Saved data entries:

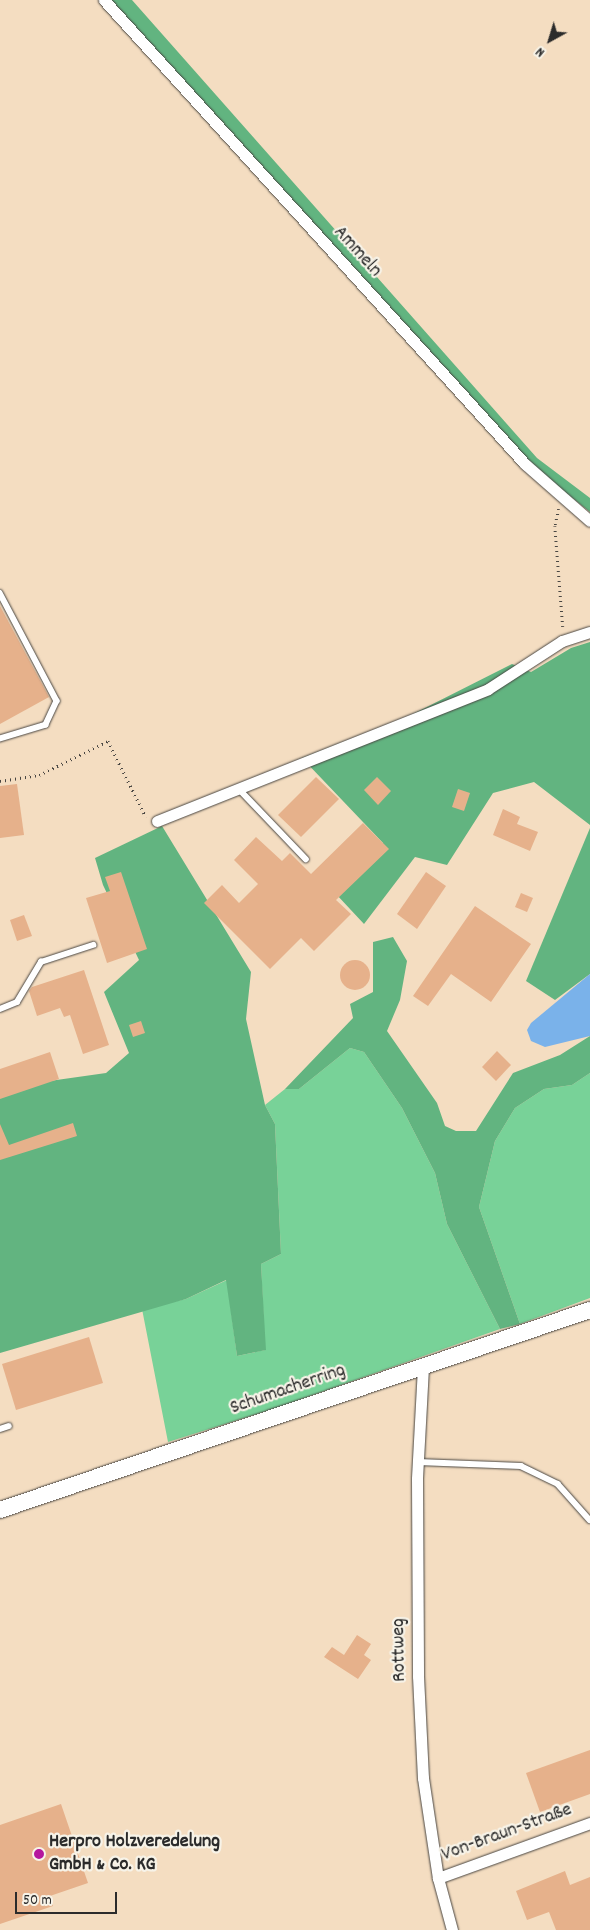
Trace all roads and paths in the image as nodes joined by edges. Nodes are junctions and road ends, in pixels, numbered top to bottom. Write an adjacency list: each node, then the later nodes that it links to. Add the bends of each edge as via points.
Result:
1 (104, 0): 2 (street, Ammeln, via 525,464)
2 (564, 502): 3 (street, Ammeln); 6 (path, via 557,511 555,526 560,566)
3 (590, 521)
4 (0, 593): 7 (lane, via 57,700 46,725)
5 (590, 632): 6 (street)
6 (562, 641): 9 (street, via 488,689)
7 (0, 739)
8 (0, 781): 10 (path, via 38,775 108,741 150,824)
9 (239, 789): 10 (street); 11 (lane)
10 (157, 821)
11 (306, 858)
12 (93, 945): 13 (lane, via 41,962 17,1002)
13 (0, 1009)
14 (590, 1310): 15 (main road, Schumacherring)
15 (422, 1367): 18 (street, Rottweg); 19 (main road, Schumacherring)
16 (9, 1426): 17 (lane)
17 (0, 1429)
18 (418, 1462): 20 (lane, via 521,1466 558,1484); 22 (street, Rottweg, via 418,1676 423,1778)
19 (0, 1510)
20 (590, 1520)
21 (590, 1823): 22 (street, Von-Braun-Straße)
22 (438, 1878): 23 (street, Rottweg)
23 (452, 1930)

...

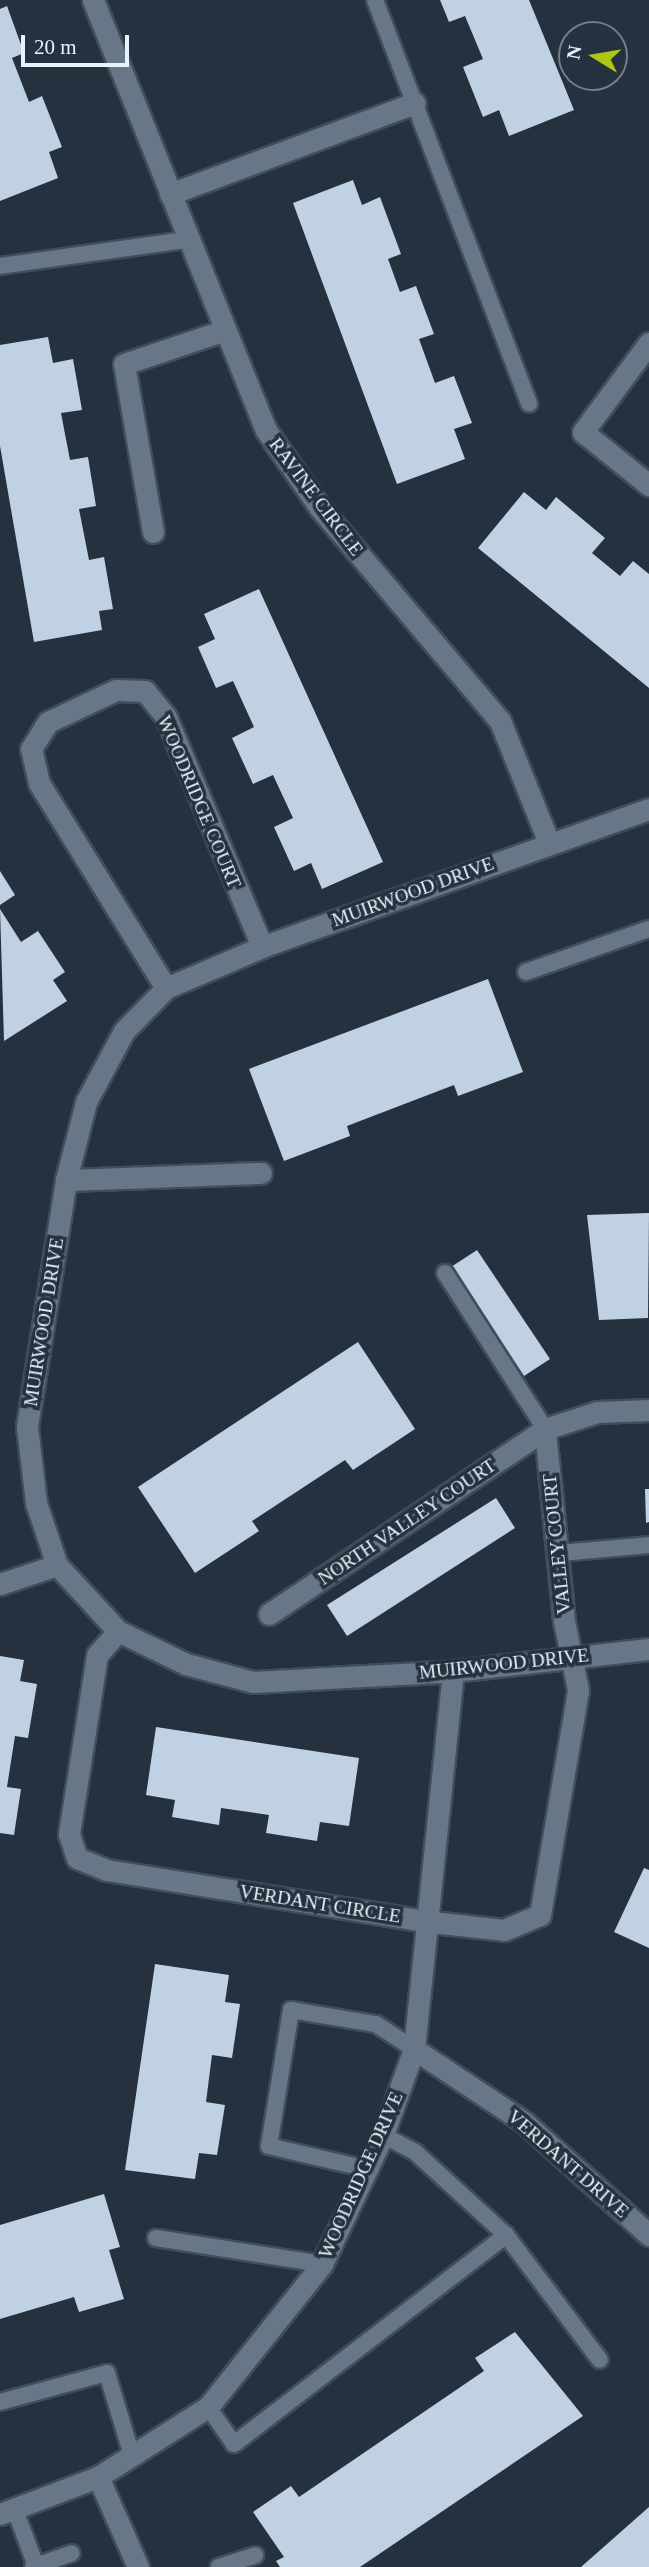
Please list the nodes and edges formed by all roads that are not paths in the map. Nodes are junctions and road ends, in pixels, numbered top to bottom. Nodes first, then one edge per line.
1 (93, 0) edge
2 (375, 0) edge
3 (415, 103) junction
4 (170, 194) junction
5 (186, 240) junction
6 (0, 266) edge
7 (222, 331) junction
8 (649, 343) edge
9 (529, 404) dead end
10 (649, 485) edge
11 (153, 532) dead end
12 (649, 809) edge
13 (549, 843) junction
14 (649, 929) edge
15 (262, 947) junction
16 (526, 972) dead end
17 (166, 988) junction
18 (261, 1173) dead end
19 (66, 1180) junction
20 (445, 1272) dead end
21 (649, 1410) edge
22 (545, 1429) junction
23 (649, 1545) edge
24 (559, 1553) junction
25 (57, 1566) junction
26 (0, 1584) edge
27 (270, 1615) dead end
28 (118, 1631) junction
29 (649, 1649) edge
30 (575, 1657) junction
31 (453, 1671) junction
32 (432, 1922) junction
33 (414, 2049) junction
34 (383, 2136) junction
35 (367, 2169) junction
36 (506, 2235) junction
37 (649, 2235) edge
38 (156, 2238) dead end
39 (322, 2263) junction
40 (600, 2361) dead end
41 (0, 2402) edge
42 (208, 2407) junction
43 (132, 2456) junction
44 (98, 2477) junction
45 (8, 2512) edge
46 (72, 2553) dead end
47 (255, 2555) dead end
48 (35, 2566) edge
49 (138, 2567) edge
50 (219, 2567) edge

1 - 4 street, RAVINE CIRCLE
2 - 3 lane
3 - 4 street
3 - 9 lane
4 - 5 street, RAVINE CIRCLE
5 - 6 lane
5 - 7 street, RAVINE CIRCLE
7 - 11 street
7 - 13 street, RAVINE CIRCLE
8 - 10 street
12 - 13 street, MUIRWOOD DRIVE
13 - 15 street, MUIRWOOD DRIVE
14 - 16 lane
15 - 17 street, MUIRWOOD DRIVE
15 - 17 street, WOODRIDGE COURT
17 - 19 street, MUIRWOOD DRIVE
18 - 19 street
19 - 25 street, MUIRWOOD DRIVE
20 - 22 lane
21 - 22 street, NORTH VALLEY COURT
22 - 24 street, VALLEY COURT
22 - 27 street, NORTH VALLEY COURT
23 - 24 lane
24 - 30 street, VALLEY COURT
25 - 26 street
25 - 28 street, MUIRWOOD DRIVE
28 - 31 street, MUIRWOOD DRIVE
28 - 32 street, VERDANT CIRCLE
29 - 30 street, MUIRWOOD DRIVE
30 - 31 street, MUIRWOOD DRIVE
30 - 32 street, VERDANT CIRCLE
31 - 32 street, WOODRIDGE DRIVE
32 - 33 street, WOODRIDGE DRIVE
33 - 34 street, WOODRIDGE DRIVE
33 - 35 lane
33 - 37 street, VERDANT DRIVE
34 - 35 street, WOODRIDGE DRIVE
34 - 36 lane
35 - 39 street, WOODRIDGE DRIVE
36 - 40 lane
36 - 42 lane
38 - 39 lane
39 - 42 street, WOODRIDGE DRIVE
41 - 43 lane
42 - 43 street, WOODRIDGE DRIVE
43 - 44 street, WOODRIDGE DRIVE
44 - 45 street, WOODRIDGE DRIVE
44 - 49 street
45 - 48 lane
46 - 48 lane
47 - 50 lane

---

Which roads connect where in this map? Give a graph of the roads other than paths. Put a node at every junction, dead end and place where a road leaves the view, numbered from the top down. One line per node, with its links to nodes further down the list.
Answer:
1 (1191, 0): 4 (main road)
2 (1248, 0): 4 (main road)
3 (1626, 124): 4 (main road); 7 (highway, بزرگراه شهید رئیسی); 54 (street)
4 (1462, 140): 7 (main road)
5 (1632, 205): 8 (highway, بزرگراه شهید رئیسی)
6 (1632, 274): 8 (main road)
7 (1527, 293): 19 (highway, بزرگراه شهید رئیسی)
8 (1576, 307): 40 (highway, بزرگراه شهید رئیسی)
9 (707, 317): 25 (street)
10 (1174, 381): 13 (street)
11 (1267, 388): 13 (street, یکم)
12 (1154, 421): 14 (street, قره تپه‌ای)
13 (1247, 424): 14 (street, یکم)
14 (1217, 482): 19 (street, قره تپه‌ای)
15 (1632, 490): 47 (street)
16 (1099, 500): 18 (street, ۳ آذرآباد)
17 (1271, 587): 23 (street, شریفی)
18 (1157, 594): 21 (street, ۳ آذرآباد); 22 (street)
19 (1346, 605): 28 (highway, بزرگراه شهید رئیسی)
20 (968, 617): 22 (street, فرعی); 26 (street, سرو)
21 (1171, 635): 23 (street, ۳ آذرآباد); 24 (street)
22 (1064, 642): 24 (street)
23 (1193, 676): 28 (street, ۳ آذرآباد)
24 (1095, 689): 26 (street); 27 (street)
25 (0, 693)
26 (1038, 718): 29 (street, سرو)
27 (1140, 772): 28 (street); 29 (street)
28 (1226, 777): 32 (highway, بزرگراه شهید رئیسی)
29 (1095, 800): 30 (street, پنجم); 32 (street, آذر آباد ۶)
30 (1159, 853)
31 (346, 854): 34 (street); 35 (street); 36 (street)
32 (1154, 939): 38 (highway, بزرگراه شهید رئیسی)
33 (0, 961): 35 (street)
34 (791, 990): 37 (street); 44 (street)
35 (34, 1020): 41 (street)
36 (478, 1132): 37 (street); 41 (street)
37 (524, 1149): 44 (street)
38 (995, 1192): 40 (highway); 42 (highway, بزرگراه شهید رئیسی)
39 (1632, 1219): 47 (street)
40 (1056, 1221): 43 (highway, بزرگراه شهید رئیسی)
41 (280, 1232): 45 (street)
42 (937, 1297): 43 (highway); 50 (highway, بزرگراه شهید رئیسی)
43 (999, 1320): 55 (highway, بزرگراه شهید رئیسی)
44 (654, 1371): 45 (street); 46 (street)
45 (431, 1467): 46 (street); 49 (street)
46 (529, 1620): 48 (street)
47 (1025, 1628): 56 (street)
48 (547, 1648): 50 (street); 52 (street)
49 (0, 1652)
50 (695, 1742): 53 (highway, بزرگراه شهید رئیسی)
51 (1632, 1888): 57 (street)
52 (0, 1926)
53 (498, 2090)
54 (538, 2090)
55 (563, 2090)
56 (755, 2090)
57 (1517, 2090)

WORK ORDER: When a line in the data above contains the string "links", copy that line.

ANSWER FOR THIS EXERCISE:
Trace all roads and paths in the image as nodes joined by edges. Nodes are junctions and road ends, in pixels, numbered top to bottom. Write an adjacency list: each node, then the later nodes that it links to. Add the bends of each edge as via points.
Which roads connect where in this map? Give a graph of the roads other than paths. Put a node at every junction, dead end and place where a road leaves the view, numbered from the top down. One line per node, with its links to nodes further down the list.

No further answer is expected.